By Cathy Rainone
FOR ALL THE YEARS he’s been an astronomer, Charles Liu has examined thousands upon thousands of galaxies — 80,000 alone in a recent project, some as far as 7 billion light-years from Earth. He’s measured how quickly galaxies form stars and determined their age and luminosity. But one galaxy has captivated him more than all the others: J152426.55+080907, or as it’s more commonly known, Flagellan.
Flagellan, he says, is likely the best example of a nearly completed collision of two Milky Way-size galaxies in the nearby universe, or less than 1.5 billion light-years from Earth. “By studying the light emitted by the stars in Flagellan, we have been able to map the changes in its rate of star birth since the collision first began one billion years ago,” says Liu. “It’s a perfect system to study the effects of major collisions on the evolution of galaxies — and it looks really cool, too!”
Indeed, Flagellan was named by a colleague of Liu’s who thought the galaxy resembles a microorganism that moves around using a whip-like tail called a flagellum.
Liu, as astrophysics professor at the College of Staten Island, has been studying the stars as part of NASA’s Cosmos Hubble Space Telescope Program — an ongoing survey of nearly 2 million distant galaxies aimed at mapping the evolution of the universe.
Flagellan’s also captivating because there is strong evidence that a hidden, supermassive black hole is lurking at its center.

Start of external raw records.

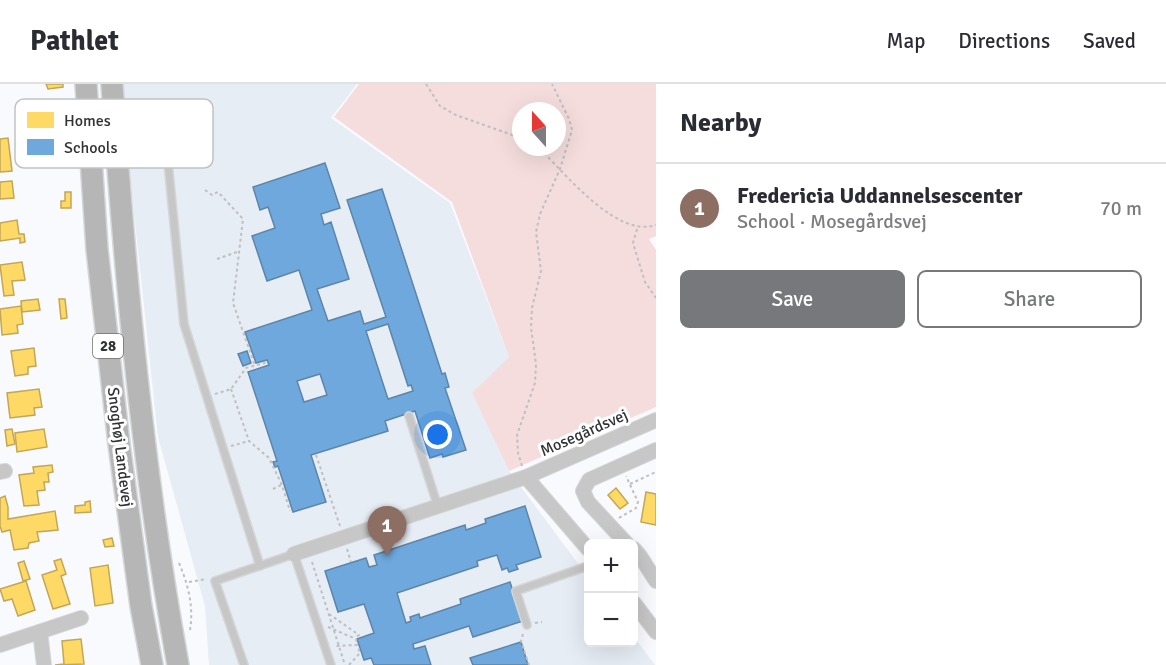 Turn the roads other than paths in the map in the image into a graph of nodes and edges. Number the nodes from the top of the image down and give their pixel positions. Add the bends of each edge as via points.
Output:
1 (86, 84) edge
2 (112, 84) edge
3 (87, 99) edge
4 (113, 99) edge
5 (92, 168) edge
6 (118, 168) edge
7 (169, 168) edge
8 (409, 416) dead end
9 (656, 420) edge
10 (656, 450) edge
11 (526, 477) junction
12 (438, 507) junction
13 (623, 539) edge
14 (584, 544) edge
15 (294, 554) junction
16 (638, 554) edge
17 (260, 566) junction
18 (584, 567) edge
19 (656, 581) edge
20 (141, 606) junction
21 (638, 609) edge
22 (81, 618) dead end
23 (527, 625) road end
24 (40, 632) junction
25 (656, 632) edge
26 (0, 645) edge
27 (44, 665) edge
28 (152, 665) edge
29 (163, 665) edge
30 (178, 665) edge
31 (244, 665) edge
32 (331, 665) edge

1 - 3 main road, Snoghøj Landevej / 28
2 - 4 main road, Snoghøj Landevej / 28
5 - 20 main road, Snoghøj Landevej / 28 via 97,249
6 - 30 main road, Snoghøj Landevej / 28 via 145,439
7 - 17 lane via 184,324
8 - 12 lane
9 - 11 street, Mosegårdsvej
10 - 13 street via 590,480 583,490 588,502
11 - 12 street, Mosegårdsvej
11 - 14 street
12 - 15 street, Mosegårdsvej
15 - 17 lane
15 - 32 lane
16 - 19 street
17 - 31 lane via 215,581
18 - 23 lane via 516,591
20 - 28 main road, Snoghøj Landevej / 28
20 - 29 main road via 159,641
21 - 25 street
22 - 24 street
24 - 26 street
24 - 27 street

The strength of radio wave emission from the center has fluctuated dramatically over these past two decades — a telltale sign of a supermassive black hole.
“This is why I keep coming back to Flagellan and making new measurements — there’s a lot going on in this distant, enigmatic object,” says Liu, who is also an associate of the Hayden Planetarium and Department of Astrophysics with the American Museum of Natural History.
Liu and his colleagues have traveled to Arizona, California, New Mexico, Chile and elsewhere around the world to look at Flagellan through ground-based and radio-based telescopes. But when he’s not gazing at faraway galaxies, he teaches at CSI and runs both the Verrazano School honors program and The Macaulay Honors College at CSI.
“I’m enabling students to reach their highest potential, that’s the reward of being an administrator,” says Liu, who earned degrees from Harvard University and the University of Arizona, and held postdoctoral positions at the Kitt Peak National Observatory and at Columbia University. “But I don’t do it alone. I have wonderful staff at both programs who work hard to make sure the students get the best education.”
Liu knew he wanted to be a scientist and professor since his senior year in high school. Even before joining the CUNY faculty, as a full-time scientist at the American Museum of Natural History he helped develop public lecture series, educational exhibits and teacher education programs. At CSI he tries to make astrophysics fun for the students.
“Every once in a while I’ll break out in a song, ‘Black holes don’t suck but if you fall in one, that’s your new home,’ or rap ‘I like Big Bang and I cannot lie, astronomers can’t deny!’ When do you learn best? When you have fun! I feel that teaching is an extension of who I am as scholar and a human being,” says Liu.
“If in real life I love my work and love bringing that knowledge to people, it’s going to come out in a classroom. I’m happy to jump up and down in a classroom. I want students to be engaged.”
When Liu arrived at CSI 10 years ago, he decided to help develop graduate- and doctoral-level courses in astrophysics at CUNY, which had none at the time.
He felt the University wouldn’t be complete without them.
So for the first two years that CUNY offered graduate astrophysics classes through the CUNY Graduate Center, Liu was the only professor teaching them. Now there’s an astrophysics group within the CUNY physics doctoral program with 10 full-time faculty members from various CUNY schools.
And Liu’s graduate student Stephanie Fiorenza, the University’s first doctoral student in astrophysics in decades, is now part of a growing number of like-minded young scientists in the program. “I’m very committed to making the program better for other students,” says Fiorenza, who has made the most of her time as a University doctoral student. Fiorenza has been awarded grants from the National Science Foundation to conduct astrophysics research in India and Japan, and this spring she studied at Kitt Peak National Observatory in Arizona.
“We have developed programs to help CUNY students study astrophysics from undergrad all the way to Ph.D. level,” says Liu. “I wanted CUNY to make that contribution. I didn’t do it alone. We had a lot of people involved. We’re expanding, we’re moving forward.”
Liu does the bulk of his own research on galaxies in the summer, when he runs a joint CUNY-AMNH program through a grant from the National Science
Foundation. Flagellan and other galaxies are out there in the universe, waiting for him to notice any changes that may have occurred when he wasn’t looking — too busy grading papers and helping honors students get research opportunities.
“Galaxies change on timescales of many millions of years,” Liu says. “So our effort to study changes in a galaxy like Flagellan is akin to a mayfly studying the aging process of a tortoise! That said, my colleagues and I have indeed observed changes. It’s tremendously exciting and rewarding to watch the universe evolving right before our eyes.”